ASA 5505 Configuration Example
The following configuration example shows how simple it is to set up a network extension mode connection on a 5505 using pre-shared keys:
client(config)# vpnclient enable
client(config)# vpnclient server 192.1.1.1
client(config)# vpnclient vpngroup hwclients password group_secret
client(config)# vpnclient username asa5505-1 password asa_secret
client(config)# vpnclient mode network-extension-mode
As you can see from this configuration, the setup is very easy.

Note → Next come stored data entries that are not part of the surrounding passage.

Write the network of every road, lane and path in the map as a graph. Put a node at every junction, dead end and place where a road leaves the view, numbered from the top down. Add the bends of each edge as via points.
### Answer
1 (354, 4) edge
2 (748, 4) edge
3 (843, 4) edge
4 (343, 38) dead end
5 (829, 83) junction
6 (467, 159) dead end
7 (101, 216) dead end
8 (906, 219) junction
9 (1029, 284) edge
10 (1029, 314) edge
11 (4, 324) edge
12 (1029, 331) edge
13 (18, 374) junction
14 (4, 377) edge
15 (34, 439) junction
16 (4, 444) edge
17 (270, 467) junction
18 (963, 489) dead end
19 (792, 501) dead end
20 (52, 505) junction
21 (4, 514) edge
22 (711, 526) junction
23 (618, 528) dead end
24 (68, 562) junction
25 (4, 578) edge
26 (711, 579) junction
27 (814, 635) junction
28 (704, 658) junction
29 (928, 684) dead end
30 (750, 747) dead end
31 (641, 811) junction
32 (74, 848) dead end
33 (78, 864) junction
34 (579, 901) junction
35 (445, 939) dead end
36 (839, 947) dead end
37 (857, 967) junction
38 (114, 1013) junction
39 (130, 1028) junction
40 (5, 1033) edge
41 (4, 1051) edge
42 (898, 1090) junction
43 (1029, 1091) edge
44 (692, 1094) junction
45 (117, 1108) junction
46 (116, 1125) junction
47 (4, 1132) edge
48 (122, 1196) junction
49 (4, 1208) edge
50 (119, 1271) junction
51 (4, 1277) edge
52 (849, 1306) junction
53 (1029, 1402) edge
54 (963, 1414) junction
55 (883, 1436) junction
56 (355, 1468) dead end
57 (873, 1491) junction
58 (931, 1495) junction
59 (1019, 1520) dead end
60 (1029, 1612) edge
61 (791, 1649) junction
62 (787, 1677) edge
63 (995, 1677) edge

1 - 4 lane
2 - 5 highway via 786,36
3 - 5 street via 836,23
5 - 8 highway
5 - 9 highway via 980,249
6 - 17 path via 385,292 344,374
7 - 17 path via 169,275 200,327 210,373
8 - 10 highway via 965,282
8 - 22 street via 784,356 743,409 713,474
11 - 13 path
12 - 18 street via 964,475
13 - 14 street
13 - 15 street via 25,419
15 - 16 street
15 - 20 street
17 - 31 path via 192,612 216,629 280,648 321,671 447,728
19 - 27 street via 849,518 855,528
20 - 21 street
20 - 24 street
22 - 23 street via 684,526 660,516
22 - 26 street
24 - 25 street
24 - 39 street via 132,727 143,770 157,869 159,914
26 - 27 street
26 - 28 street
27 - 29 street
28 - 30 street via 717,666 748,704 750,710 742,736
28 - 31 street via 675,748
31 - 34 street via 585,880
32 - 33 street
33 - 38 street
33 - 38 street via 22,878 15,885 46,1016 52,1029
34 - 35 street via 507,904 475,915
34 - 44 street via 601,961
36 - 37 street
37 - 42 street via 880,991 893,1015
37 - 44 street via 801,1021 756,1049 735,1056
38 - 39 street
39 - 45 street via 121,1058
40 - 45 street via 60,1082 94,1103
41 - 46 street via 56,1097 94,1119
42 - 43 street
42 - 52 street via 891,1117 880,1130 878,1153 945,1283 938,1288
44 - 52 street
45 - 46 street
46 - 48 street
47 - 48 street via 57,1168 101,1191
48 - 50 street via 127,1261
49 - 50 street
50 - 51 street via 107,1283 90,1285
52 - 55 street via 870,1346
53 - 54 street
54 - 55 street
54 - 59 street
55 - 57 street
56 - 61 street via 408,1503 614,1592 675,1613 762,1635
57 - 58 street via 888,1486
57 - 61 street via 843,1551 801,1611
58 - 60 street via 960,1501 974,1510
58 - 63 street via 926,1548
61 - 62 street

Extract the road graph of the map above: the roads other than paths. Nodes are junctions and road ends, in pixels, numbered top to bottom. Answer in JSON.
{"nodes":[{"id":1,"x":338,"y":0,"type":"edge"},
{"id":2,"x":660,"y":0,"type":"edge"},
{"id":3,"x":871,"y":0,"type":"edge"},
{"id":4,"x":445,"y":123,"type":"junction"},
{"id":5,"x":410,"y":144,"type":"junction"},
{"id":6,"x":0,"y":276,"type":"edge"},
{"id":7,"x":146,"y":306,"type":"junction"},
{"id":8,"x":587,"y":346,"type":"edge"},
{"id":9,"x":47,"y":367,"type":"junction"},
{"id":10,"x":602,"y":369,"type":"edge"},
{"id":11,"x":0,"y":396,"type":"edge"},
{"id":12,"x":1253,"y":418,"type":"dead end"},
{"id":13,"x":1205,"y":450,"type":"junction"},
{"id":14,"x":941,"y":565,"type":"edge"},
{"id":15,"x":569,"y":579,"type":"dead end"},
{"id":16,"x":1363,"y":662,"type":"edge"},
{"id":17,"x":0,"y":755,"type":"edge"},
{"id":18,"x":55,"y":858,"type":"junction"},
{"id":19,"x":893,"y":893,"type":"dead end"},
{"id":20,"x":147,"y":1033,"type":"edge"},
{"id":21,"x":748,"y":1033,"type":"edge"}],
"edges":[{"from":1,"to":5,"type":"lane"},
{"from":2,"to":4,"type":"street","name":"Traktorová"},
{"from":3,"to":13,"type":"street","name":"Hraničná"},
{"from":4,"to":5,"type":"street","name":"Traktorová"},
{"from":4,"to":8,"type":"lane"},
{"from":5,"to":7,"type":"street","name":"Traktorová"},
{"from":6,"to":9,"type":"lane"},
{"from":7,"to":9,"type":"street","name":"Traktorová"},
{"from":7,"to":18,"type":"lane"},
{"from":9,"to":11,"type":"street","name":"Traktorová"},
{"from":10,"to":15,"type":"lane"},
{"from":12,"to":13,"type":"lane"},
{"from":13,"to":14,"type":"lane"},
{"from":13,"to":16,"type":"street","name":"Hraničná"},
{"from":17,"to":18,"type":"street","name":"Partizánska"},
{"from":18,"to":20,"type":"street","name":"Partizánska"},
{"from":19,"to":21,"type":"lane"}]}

Example Easy VPN Server Configuration
Here’s the Easy VPN server configuration for an appliance that will accept tunnel connections from the ASA 5505 hardware remotes:
ciscoasa(config)# sysopt connection permit-vpn
ciscoasa(config)# crypto isakmp enable outside
ciscoasa(config)# crypto isakmp nat-traversal 30
ciscoasa(config)# crypto isakmp policy 10
ciscoasa(config-isakmp-policy)# authentication pre-share
ciscoasa(config-isakmp-policy)# encryption 3des
ciscoasa(config-isakmp-policy)# group 2
ciscoasa(config-isakmp-policy)# hash sha
ciscoasa(config-isakmp-policy)# lifetime 3600
ciscoasa(config)# group-policy hw_policy internal
ciscoasa(config)# group-policy hw_policy attributes
ciscoasa(config-group-policy)# vpn-idle-timeout 15
ciscoasa(config-group-policy)# nem enable
ciscoasa(config-group-policy)# exit
ciscoasa(config)# tunnel-group hwclients type ipsec-ra
ciscoasa(config)# tunnel-group hwclients type general-attributes
ciscoasa(config-tunnel-general)# authentication-server-group LOCAL
ciscoasa(config-tunnel-general)# default-group-policy hw_policy
ciscoasa(config)# tunnel-group hwclients ipsec-attributes
ciscoasa(config-tunnel-ipsec)# pre-shared-key group_secret
ciscoasa(config-tunnel-ipsec)# isakmp keepalive threshold 30 retry 5
ciscoasa(config-tunnel-ipsec)# exit
ciscoasa(config)# username asa5505-1 password asa_secret privilege 0
ciscoasa(config)# username asa5505-1 attributes
ciscoasa(config-username)# password-storage enable
ciscoasa(config-username)# vpn-framed-ip-address
10.0.1.223 255.255.255.0
ciscoasa(config-username)# exit
ciscoasa(config)# access-list ACLnonat permit ip 10.0.0.0 255.0.0.0
10.0.1.223 255.255.255.255
ciscoasa(config)# nat (inside) 0 access-list ACLnonat
ciscoasa(config)# crypto ipsec transform-set hw_trans
esp-3des esp-md5-hmac
ciscoasa(config)# crypto dynamic-map dyn_map 1
set transform-set hw_trans
ciscoasa(config)# crypto dynamic-map dyn_map 1 set reverse-route
ciscoasa(config)# crypto map stat_map 10000 ipsec-isakmp
dynamic dyn_map
ciscoasa(config)# crypto map stat_map interface outside
This example is similar to the one shown and discussed previously in Chapter 17, so I’ll skip most of the commands and focus on the parts that are important for the 5505 hardware remote. First, notice that the group policy has network extension mode enabled (nem enable command). Second, a tunnel group was created with a pre-shared key, and DPD was enabled (automatically done on the ASA 5505 hardware remote). Third, a local user account was created for the 5505; its attributes allow the XAUTH information to be stored on the 5505 (overrides the default); and a static address is assigned for network extension plus mode. Last, Identity NAT was configured to exempt the internally assigned address from address translation on the Easy VPN server.